Against this background, the Council on Economic Policies (CEP), the Federal Reserve Bank of St. Louis, and Washington University in St. Louis organized a workshop on Monetary Policy and the Distribution of Income and Wealth, on September 11-12, 2015 at the Federal Reserve Bank of St. Louis.
The event brought together researchers from academic institutions, central banks, and other non-academic research institutions.
This workshop is part of a larger CEP program on monetary policy and sustainability. It followed a workshop that was co-organized by CEP and the Federal Reserve Bank of Atlanta on monetary policy and inequality in 2014.
We were particularly interested in the following topics, but also discussed papers that do not deal with these issues specifically:
– What are the effects of monetary policy on inequality in income and wealth?
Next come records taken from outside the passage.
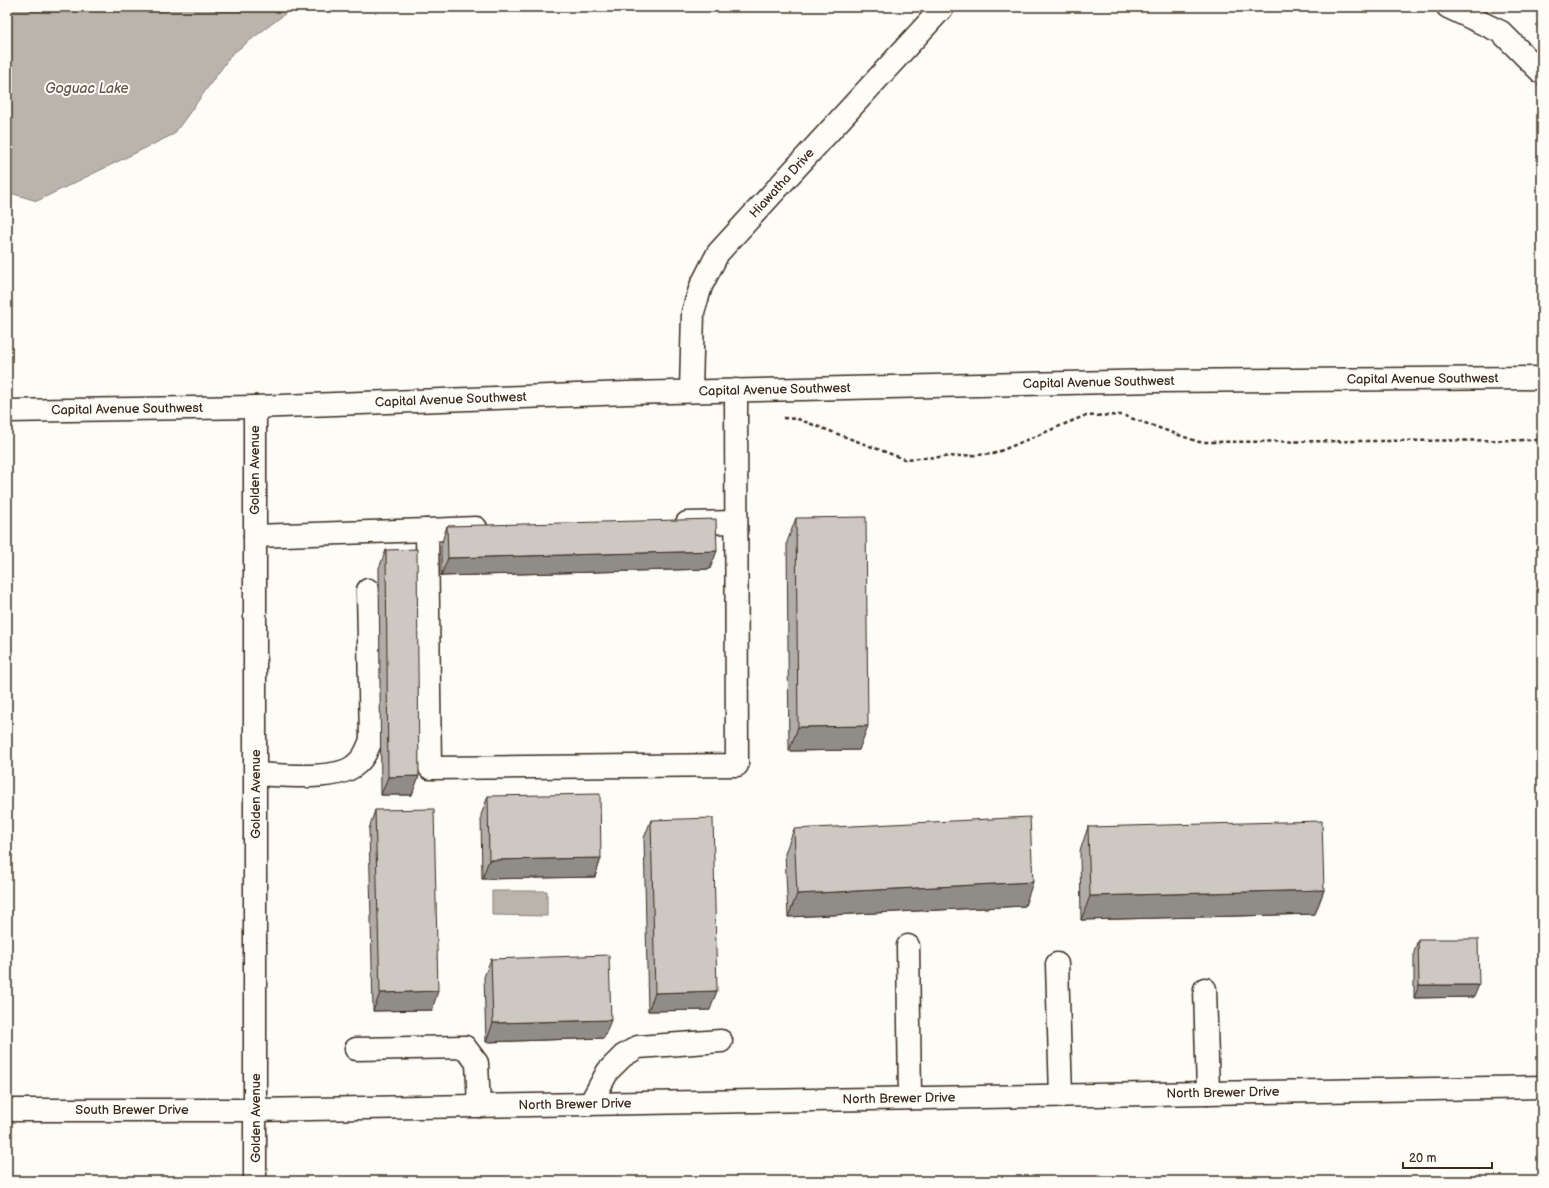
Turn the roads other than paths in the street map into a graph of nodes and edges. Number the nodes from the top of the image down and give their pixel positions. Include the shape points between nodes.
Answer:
1 (943, 7) edge
2 (1448, 7) edge
3 (1542, 73) edge
4 (1542, 378) edge
5 (736, 390) junction
6 (691, 392) junction
7 (255, 407) junction
8 (7, 411) edge
9 (736, 522) junction
10 (665, 523) edge
11 (498, 528) edge
12 (427, 530) junction
13 (255, 536) junction
14 (368, 590) dead end
15 (256, 774) junction
16 (908, 946) dead end
17 (1057, 964) dead end
18 (1205, 988) dead end
19 (721, 1041) dead end
20 (356, 1049) dead end
21 (1542, 1088) edge
22 (1208, 1093) junction
23 (1061, 1096) junction
24 (910, 1098) junction
25 (590, 1104) junction
26 (479, 1106) junction
27 (7, 1110) edge
28 (256, 1110) junction
29 (255, 1181) edge

1 - 6 street, Hiawatha Drive via 718,253 701,286 693,312
2 - 3 street via 1501,32
4 - 5 street, Capital Avenue Southwest via 1158,381
5 - 6 street, Capital Avenue Southwest
5 - 9 street
6 - 7 street, Capital Avenue Southwest
7 - 8 street, Capital Avenue Southwest
7 - 13 street, Golden Avenue
9 - 10 street
9 - 12 street via 737,765 430,768
11 - 12 street
12 - 13 street
13 - 15 street, Golden Avenue
14 - 15 street via 371,740 364,756 354,766 339,773
15 - 28 street, Golden Avenue
16 - 24 street
17 - 23 street
18 - 22 street
19 - 25 street via 638,1048 623,1056 608,1071
20 - 26 street via 465,1047 477,1062
21 - 22 street, North Brewer Drive
22 - 23 street, North Brewer Drive
23 - 24 street, North Brewer Drive
24 - 25 street, North Brewer Drive
25 - 26 street, North Brewer Drive
26 - 28 street, North Brewer Drive
27 - 28 street, South Brewer Drive
28 - 29 street, Golden Avenue

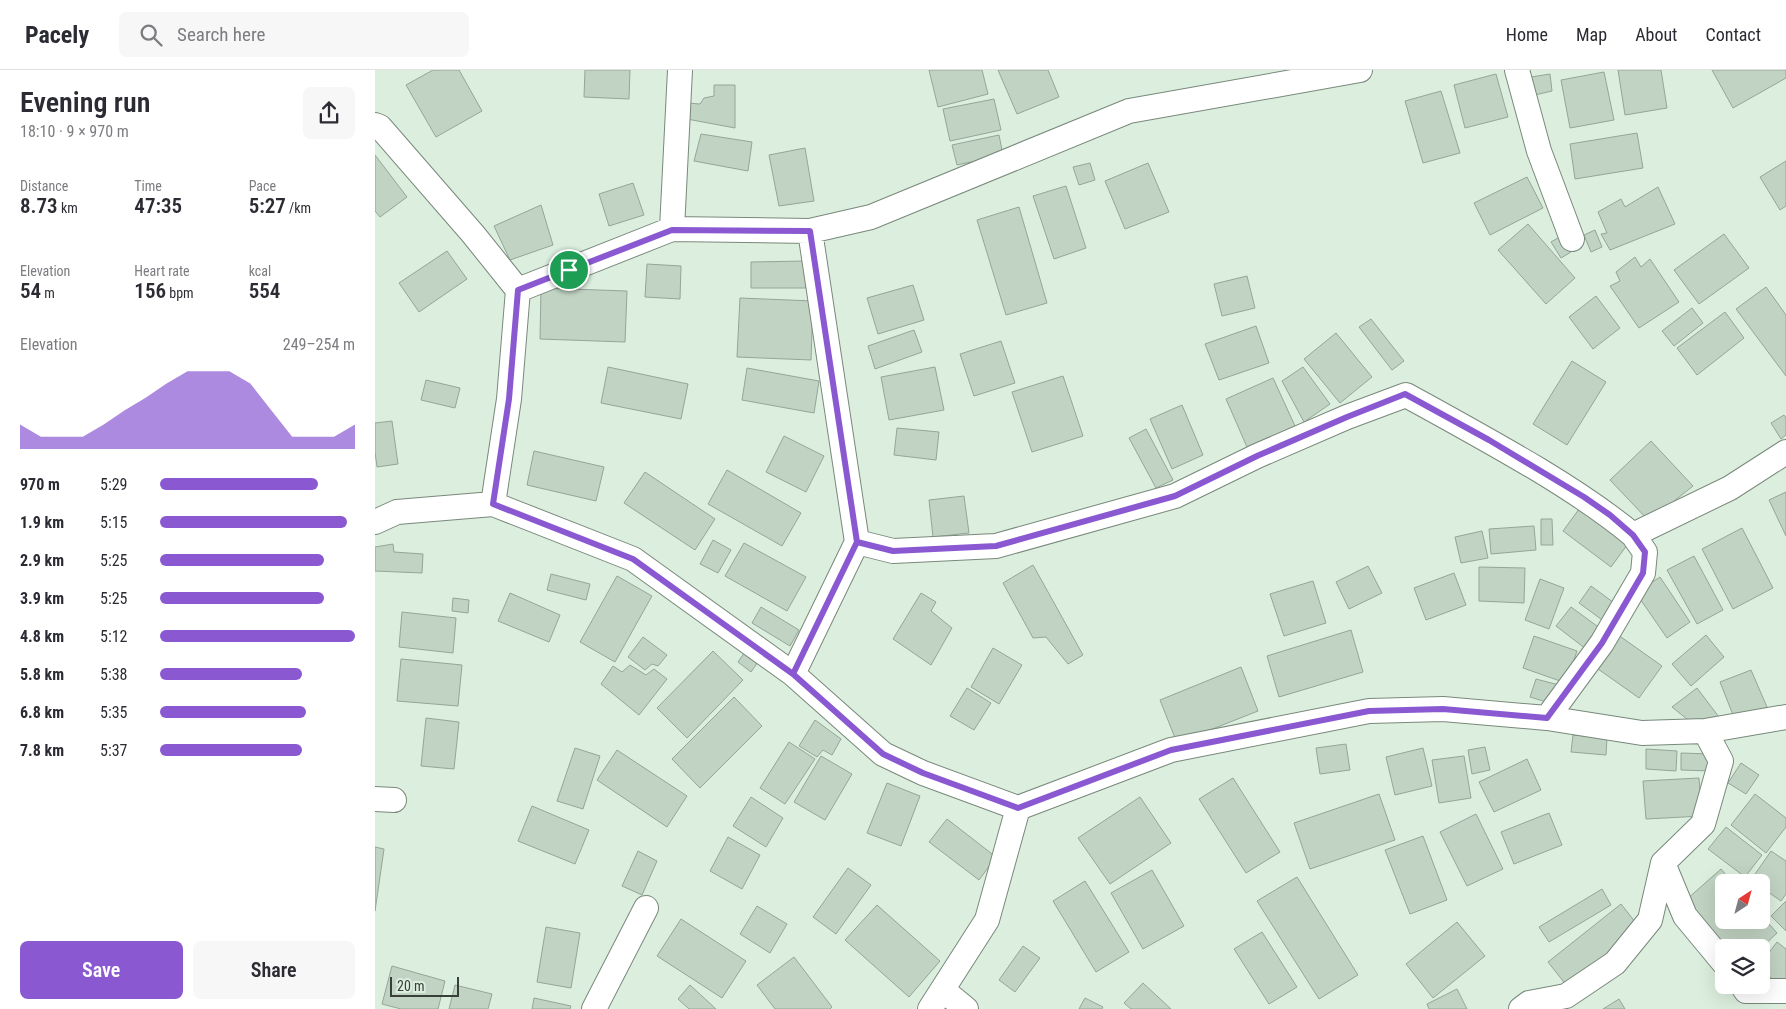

What are the main transmission channels for these effects?
– What are the effects of inflation on inequality?
– What are the effects of unconventional monetary policies on the distribution of income and wealth?
– Do extended periods of time at the zero lower bound matter for inequality?
– What would be the impact of alternative monetary policy targets and instruments on income and wealth distribution?
Friday, September 11, 2015 13.00-14.00 Mortgages and Monetary Policy
Carlos Garriga, Federal Reserve Bank of St. Louis
Finn Kydland, University of California – Santa Barbara
Roman Sustek, Queen Mary University of London (Paper)
Discussant: Amir Kermani, University of California – Berkeley
14.00-15.00 The Transmission of Monetary Policy through Redistributions and Durable Purchases
Vincent Sterk, University College London (Paper)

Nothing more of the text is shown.